WORK ORDER: Set down the entries exactly. No line may differ from its source.

ENTRIES PROVIDED:
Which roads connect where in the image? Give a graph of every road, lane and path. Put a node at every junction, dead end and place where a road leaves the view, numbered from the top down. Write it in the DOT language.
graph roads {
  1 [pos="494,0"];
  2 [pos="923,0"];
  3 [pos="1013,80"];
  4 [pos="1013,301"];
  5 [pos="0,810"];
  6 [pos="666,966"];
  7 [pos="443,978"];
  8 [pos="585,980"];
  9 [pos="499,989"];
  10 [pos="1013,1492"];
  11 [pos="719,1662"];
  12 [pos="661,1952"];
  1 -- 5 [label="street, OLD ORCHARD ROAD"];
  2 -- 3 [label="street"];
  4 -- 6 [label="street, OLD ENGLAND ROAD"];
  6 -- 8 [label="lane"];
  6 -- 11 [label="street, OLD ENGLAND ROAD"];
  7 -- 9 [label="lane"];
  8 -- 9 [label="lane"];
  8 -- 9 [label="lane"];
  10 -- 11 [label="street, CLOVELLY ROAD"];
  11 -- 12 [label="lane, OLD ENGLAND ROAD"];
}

ANSWER:
Which roads connect where in the image? Give a graph of every road, lane and path. Put a node at every junction, dead end and place where a road leaves the view, numbered from the top down. Write it in the DOT language.
graph roads {
  1 [pos="494,0"];
  2 [pos="923,0"];
  3 [pos="1013,80"];
  4 [pos="1013,301"];
  5 [pos="0,810"];
  6 [pos="666,966"];
  7 [pos="443,978"];
  8 [pos="585,980"];
  9 [pos="499,989"];
  10 [pos="1013,1492"];
  11 [pos="719,1662"];
  12 [pos="661,1952"];
  1 -- 5 [label="street, OLD ORCHARD ROAD"];
  2 -- 3 [label="street"];
  4 -- 6 [label="street, OLD ENGLAND ROAD"];
  6 -- 8 [label="lane"];
  6 -- 11 [label="street, OLD ENGLAND ROAD"];
  7 -- 9 [label="lane"];
  8 -- 9 [label="lane"];
  8 -- 9 [label="lane"];
  10 -- 11 [label="street, CLOVELLY ROAD"];
  11 -- 12 [label="lane, OLD ENGLAND ROAD"];
}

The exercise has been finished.